--- Available data Enclosed Below ---

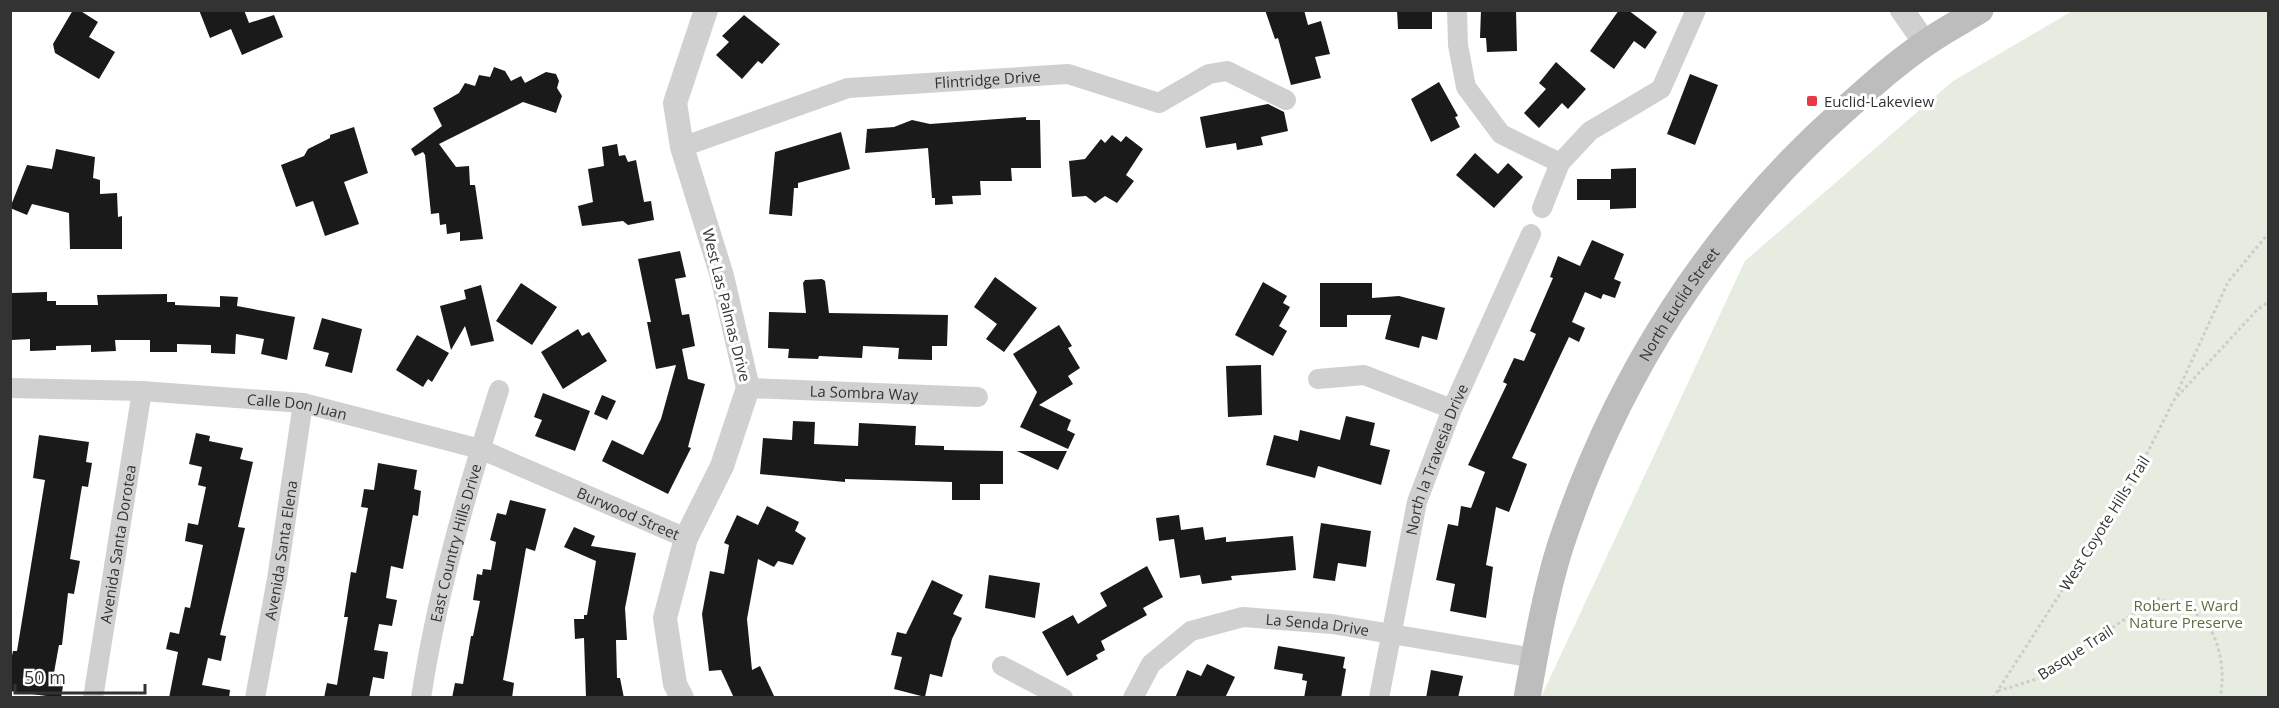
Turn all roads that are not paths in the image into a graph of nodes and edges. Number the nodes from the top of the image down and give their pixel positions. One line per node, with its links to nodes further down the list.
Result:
1 (706, 10): 8 (street, West Las Palmas Drive)
2 (1457, 10): 9 (street)
3 (1696, 10): 9 (street)
4 (1902, 10): 6 (street)
5 (1980, 10): 6 (main road, North Euclid Street)
6 (1925, 43): 24 (main road, North Euclid Street)
7 (1286, 100): 8 (street, Flintridge Drive)
8 (682, 147): 14 (street, West Las Palmas Drive)
9 (1560, 163): 10 (street)
10 (1542, 208)
11 (1531, 234): 19 (street, North la Travesia Drive)
12 (1318, 379): 19 (street)
13 (10, 388): 16 (street, Calle Don Juan)
14 (748, 388): 17 (street, La Sombra Way); 22 (street, West Las Palmas Drive)
15 (499, 390): 20 (street, East Country Hills Drive)
16 (142, 392): 18 (street, Calle Don Juan); 26 (street, Avenida Santa Dorotea)
17 (978, 397)
18 (303, 403): 20 (street, Calle Don Juan); 27 (street, Avenida Santa Elena)
19 (1452, 409): 23 (street, North la Travesia Drive)
20 (480, 449): 21 (street, Calle Don Juan); 28 (street, East Country Hills Drive)
21 (571, 488): 22 (street, Burwood Street)
22 (686, 538): 29 (street, West Las Palmas Drive)
23 (1393, 634): 24 (street, La Senda Drive); 31 (street, La Senda Drive); 32 (street, North la Travesia Drive)
24 (1534, 658): 33 (main road, North Euclid Street)
25 (1002, 666): 30 (street)
26 (93, 698)
27 (255, 698)
28 (422, 698)
29 (682, 698)
30 (1063, 698)
31 (1132, 698)
32 (1379, 698)
33 (1527, 698)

--- End of Enclosed Available data ---

The problem> Copy all of the entries verbatim, leaving out any pictures they contain.

Answer to this task>
Turn all roads that are not paths in the image into a graph of nodes and edges. Number the nodes from the top of the image down and give their pixel positions. One line per node, with its links to nodes further down the list.
Result:
1 (706, 10): 8 (street, West Las Palmas Drive)
2 (1457, 10): 9 (street)
3 (1696, 10): 9 (street)
4 (1902, 10): 6 (street)
5 (1980, 10): 6 (main road, North Euclid Street)
6 (1925, 43): 24 (main road, North Euclid Street)
7 (1286, 100): 8 (street, Flintridge Drive)
8 (682, 147): 14 (street, West Las Palmas Drive)
9 (1560, 163): 10 (street)
10 (1542, 208)
11 (1531, 234): 19 (street, North la Travesia Drive)
12 (1318, 379): 19 (street)
13 (10, 388): 16 (street, Calle Don Juan)
14 (748, 388): 17 (street, La Sombra Way); 22 (street, West Las Palmas Drive)
15 (499, 390): 20 (street, East Country Hills Drive)
16 (142, 392): 18 (street, Calle Don Juan); 26 (street, Avenida Santa Dorotea)
17 (978, 397)
18 (303, 403): 20 (street, Calle Don Juan); 27 (street, Avenida Santa Elena)
19 (1452, 409): 23 (street, North la Travesia Drive)
20 (480, 449): 21 (street, Calle Don Juan); 28 (street, East Country Hills Drive)
21 (571, 488): 22 (street, Burwood Street)
22 (686, 538): 29 (street, West Las Palmas Drive)
23 (1393, 634): 24 (street, La Senda Drive); 31 (street, La Senda Drive); 32 (street, North la Travesia Drive)
24 (1534, 658): 33 (main road, North Euclid Street)
25 (1002, 666): 30 (street)
26 (93, 698)
27 (255, 698)
28 (422, 698)
29 (682, 698)
30 (1063, 698)
31 (1132, 698)
32 (1379, 698)
33 (1527, 698)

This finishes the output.